Benjamin Moser on What We Can Learn from Failed Dutch Painters

Moser, having written a book on Dutch ‘golden age’ art, considers why artworks are often not successful. Some artists have no foresight of what others will like. Sometimes fashions change. Some transgress the fine line between frankness and the distasteful. Perhaps good art needs “the expression of excited passion”? Perhaps artists are simply trying to create one great work that will endure. If they do, perhaps inadequacies such as these are forgiven.

Picasso on Stein

An elegant essay. Gertrude Stein’s Saturday salons attracted avant garde Paris, including Picasso. He offered to paint Stein’s portrait and 80 sittings later, it was done. Its fame rests partly on Stein’s literary reputation and her attachment to the painting. As an artwork, its mask-like face marks Picasso’s turn away from his ‘rose period’ and towards cubism. Ambitiously, Stein saw the work as embodying efforts by each of them “to kill the nineteenth century”.

21st November 2023

Mat Collishaw review – AI plants put the shock and sensation back into British art

Much of AI-based art is ho-hum. As Collishaw demonstrates, though, it needn’t be. In a “creepy and beautiful” show of (broadly) botanical art, he uses AI to “fabricate” nature. Images of tulips imitate Dutch still lifes. Durer’s drawings of plants are animated so they ripple in the breeze. There is a 3D image of an oak tree. Collishaw’s botanical forms are recreated “with stunning exactitude while [life is] uncannily absent. It’s a natural history of our loss of nature [and] nature, it is implied, will have its revenge.”

The cathedral and the museum

Artforum, the venerated art journal, is in crisis after a staff posting about the Gaza conflict. This imbroglio fits into a broader art world malaise. Museums are under pressure to involve themselves more in social equity and diversity issues. No problem, except now “many museums are losing interest in art”. The great ability of art is to “share the human experience. Institutions which treat the image seriously stand the greatest chance of survival.”

A History of Performance Art

Performance art is so individual – literally – that it’s easy to miss its long lineage. Grovier highlights 14 notable performances over the last century, not the least of which is Yoko Ono’s “legendary” 1964 performance, Cut Piece. Even if you are sceptical about the ubiquitous Marina Abramović, this survey is a reminder of the impact the best examples of this art form can have.
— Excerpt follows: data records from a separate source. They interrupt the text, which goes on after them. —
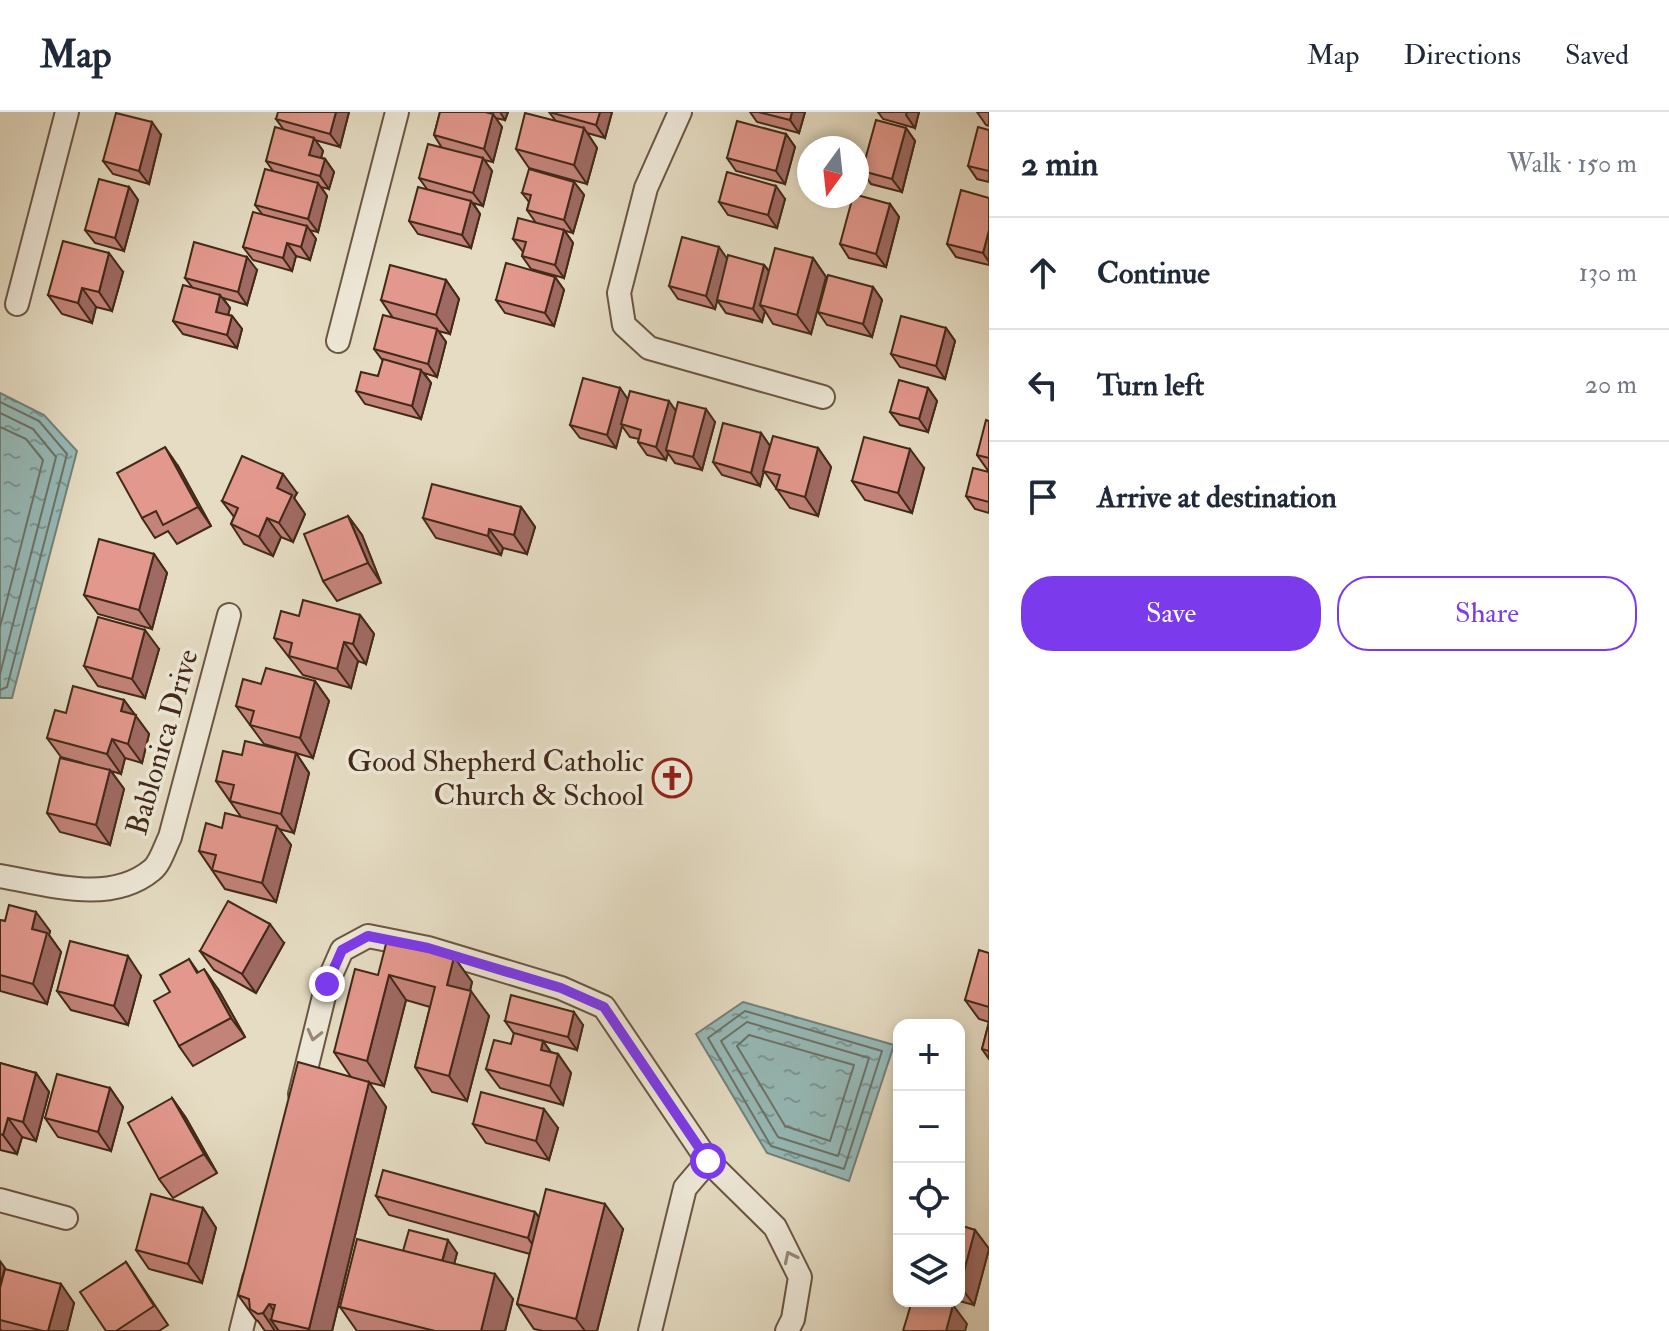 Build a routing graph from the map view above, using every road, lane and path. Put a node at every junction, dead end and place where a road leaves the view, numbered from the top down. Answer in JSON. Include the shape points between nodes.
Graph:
{"nodes":[{"id":1,"x":67,"y":112,"type":"edge"},
{"id":2,"x":397,"y":112,"type":"edge"},
{"id":3,"x":680,"y":112,"type":"edge"},
{"id":4,"x":17,"y":304,"type":"dead end"},
{"id":5,"x":338,"y":341,"type":"dead end"},
{"id":6,"x":823,"y":397,"type":"dead end"},
{"id":7,"x":229,"y":615,"type":"dead end"},
{"id":8,"x":0,"y":876,"type":"edge"},
{"id":9,"x":293,"y":1119,"type":"edge"},
{"id":10,"x":708,"y":1161,"type":"junction"},
{"id":11,"x":0,"y":1200,"type":"edge"},
{"id":12,"x":66,"y":1218,"type":"dead end"},
{"id":13,"x":260,"y":1255,"type":"edge"},
{"id":14,"x":241,"y":1331,"type":"edge"},
{"id":15,"x":650,"y":1331,"type":"edge"},
{"id":16,"x":787,"y":1331,"type":"edge"}],
"edges":[{"from":1,"to":4,"type":"street"},
{"from":2,"to":5,"type":"street"},
{"from":3,"to":6,"type":"street","via":[[642,203],[619,293],[624,325],[649,348]]},
{"from":7,"to":8,"type":"street","name":"Bablonica Drive","via":[[170,837],[153,870],[122,885],[81,891]]},
{"from":10,"to":9,"type":"street","one_way":true,"via":[[604,1007],[561,988],[428,948],[368,936],[342,950],[327,984]]},
{"from":10,"to":15,"type":"street","via":[[685,1188]]},
{"from":16,"to":10,"type":"street","one_way":true,"via":[[800,1277],[775,1227]]},
{"from":11,"to":12,"type":"street"},
{"from":13,"to":14,"type":"street"}]}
The Will and Intensity of Marisol

Despite being hugely famous in the 1960’s, Marisol’s reputation faded quickly. A standard review of her retrospective – here – doesn’t explain why. The linked piece, although grumpy about Marisol’s wealth and glamour, does better. Marisol belonged to a world of privilege. Her sculptural portrait of the founder of Playboy is satirising but also “heroizing”, tolerant of his misogyny. “There was often too much Marisol in her works, which became ciphers for [female] profligate desire, will and intensity.” Images are here.

Marie Laurencin

Laurencin was friends with the young Picasso but had no intention of following his cubist lead. Instead, she developed a world of female harmony, “diaphanous female figures in a blue-rose-gray palette”, engaged in flirtation. Notably, there were no men. To modern eyes, such images are code for gay relationships. Some might think her works too pretty but “when you’re feeling sick of great men, a dose of Laurencin is at least a sweeter kind of poison.
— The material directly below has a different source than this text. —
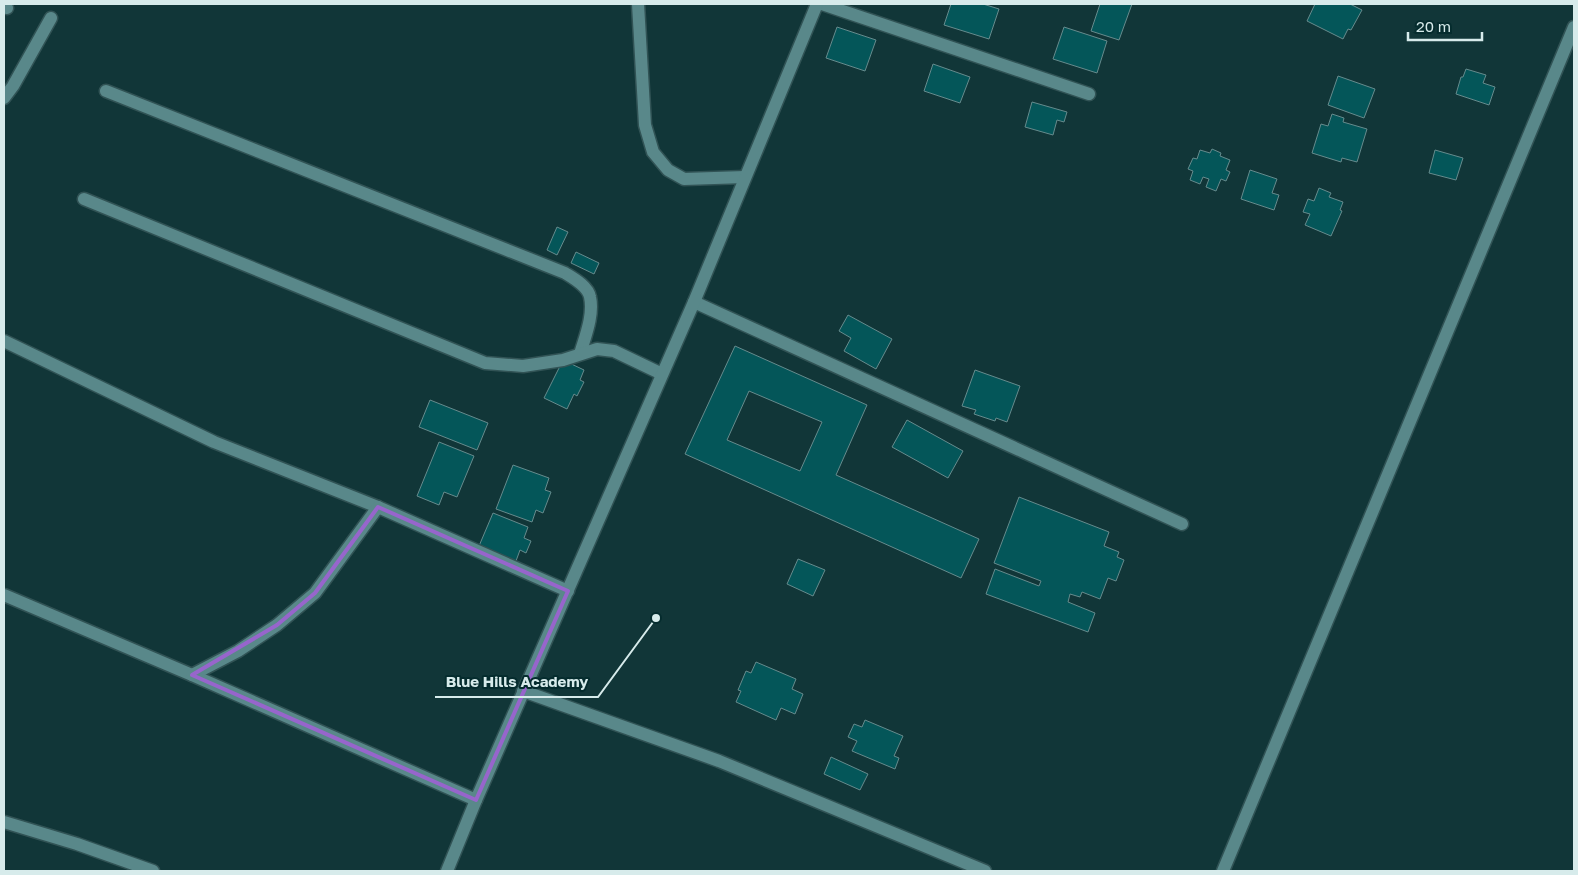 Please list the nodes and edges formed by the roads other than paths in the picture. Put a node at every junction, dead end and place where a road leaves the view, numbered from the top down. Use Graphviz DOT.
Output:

What Do You Call Those Tiny, Winged Babies?

How could I not recommend an article with such a cute title? There are some who delight in every last ornamental detail of baroque and rococo paintings. For the rest of us, one putto looks about the same as the next. To avoid possible dinner party embarrassment, be aware that there are putti, cherubs and Cupid. More essential details are in the Getty piece!
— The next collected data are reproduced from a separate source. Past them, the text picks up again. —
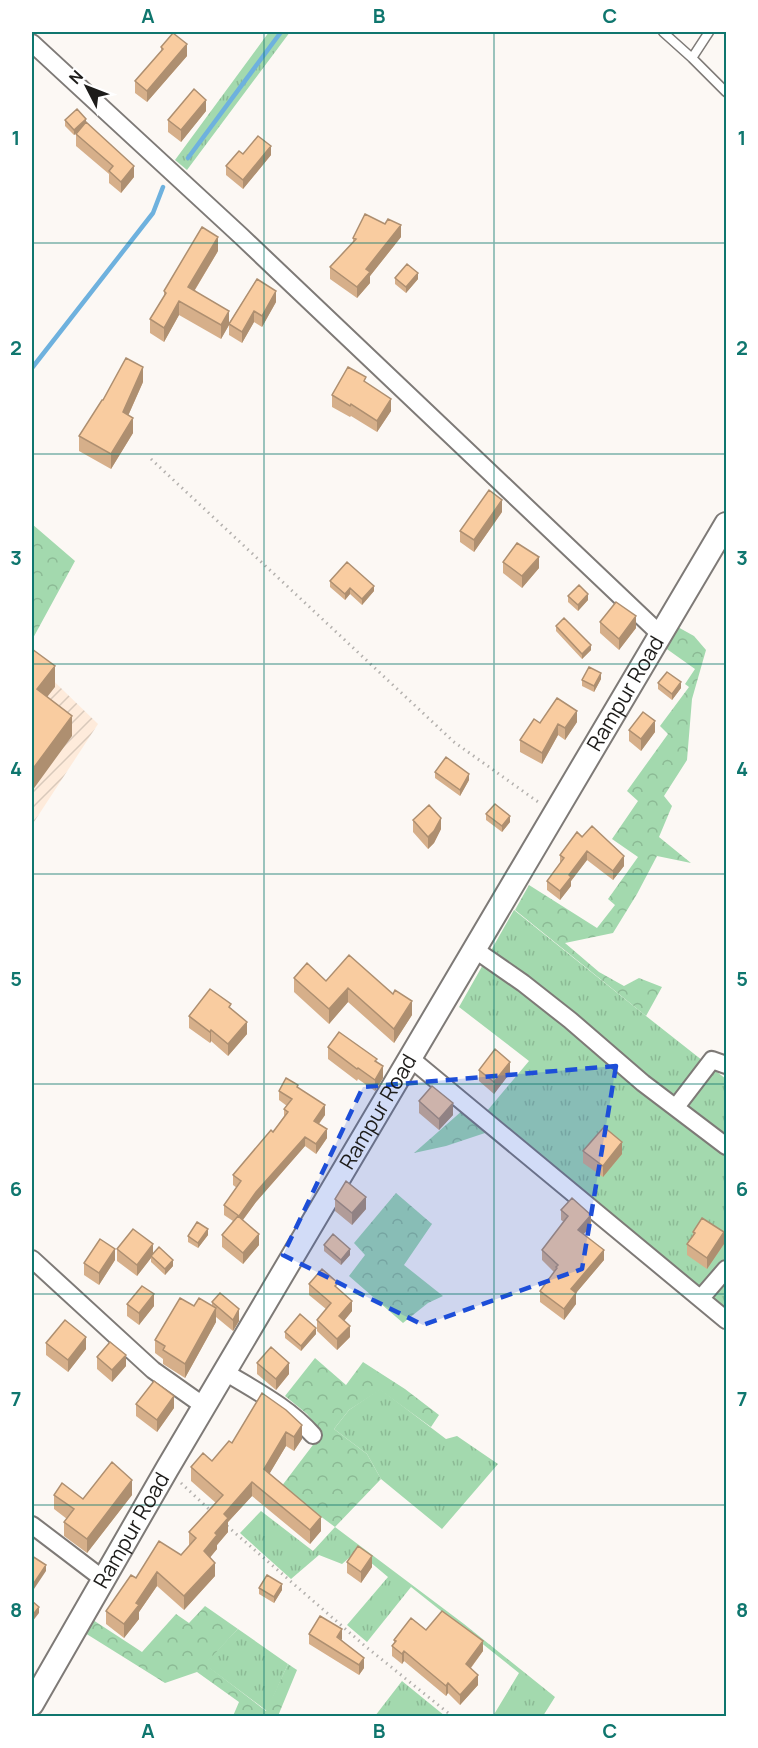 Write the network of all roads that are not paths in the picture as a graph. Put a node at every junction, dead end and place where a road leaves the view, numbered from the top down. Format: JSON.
{"nodes":[{"id":1,"x":663,"y":32,"type":"edge"},
{"id":2,"x":709,"y":32,"type":"edge"},
{"id":3,"x":32,"y":43,"type":"edge"},
{"id":4,"x":692,"y":58,"type":"junction"},
{"id":5,"x":726,"y":92,"type":"edge"},
{"id":6,"x":726,"y":524,"type":"edge"},
{"id":7,"x":660,"y":634,"type":"junction"},
{"id":8,"x":474,"y":949,"type":"junction"},
{"id":9,"x":410,"y":1058,"type":"junction"},
{"id":10,"x":726,"y":1065,"type":"edge"},
{"id":11,"x":676,"y":1107,"type":"junction"},
{"id":12,"x":726,"y":1146,"type":"edge"},
{"id":13,"x":32,"y":1259,"type":"edge"},
{"id":14,"x":726,"y":1269,"type":"edge"},
{"id":15,"x":701,"y":1298,"type":"junction"},
{"id":16,"x":726,"y":1320,"type":"edge"},
{"id":17,"x":225,"y":1372,"type":"junction"},
{"id":18,"x":204,"y":1406,"type":"junction"},
{"id":19,"x":313,"y":1435,"type":"dead end"},
{"id":20,"x":32,"y":1525,"type":"edge"},
{"id":21,"x":103,"y":1579,"type":"junction"},
{"id":22,"x":32,"y":1704,"type":"edge"}],
"edges":[{"from":1,"to":4,"type":"lane"},
{"from":2,"to":4,"type":"lane"},
{"from":3,"to":7,"type":"street"},
{"from":4,"to":5,"type":"lane"},
{"from":6,"to":7,"type":"main road","name":"Rampur Road"},
{"from":7,"to":8,"type":"main road","name":"Rampur Road"},
{"from":8,"to":9,"type":"main road","name":"Rampur Road"},
{"from":8,"to":11,"type":"street"},
{"from":9,"to":15,"type":"street"},
{"from":9,"to":17,"type":"main road","name":"Rampur Road"},
{"from":10,"to":11,"type":"street"},
{"from":11,"to":12,"type":"street"},
{"from":13,"to":18,"type":"street"},
{"from":14,"to":15,"type":"street"},
{"from":15,"to":16,"type":"street"},
{"from":17,"to":18,"type":"main road","name":"Rampur Road"},
{"from":17,"to":19,"type":"street"},
{"from":18,"to":21,"type":"main road","name":"Rampur Road"},
{"from":20,"to":21,"type":"street"},
{"from":21,"to":22,"type":"main road","name":"Rampur Road"}]}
The revolution in Victorian fashion

Because Queen Victoria wore black mourning dresses for decades, we think of that era as gloomy. Not so. The discovery in 1853 of an artificial, cheap to produce, purple dye made purple fabric wildly popular. This set the ball rolling on a “colour revolution” that impacted many areas of the arts and fashion, and disrupted traditional colour symbolism. Sadly, the escape of men from black clothes had to wait for a later century.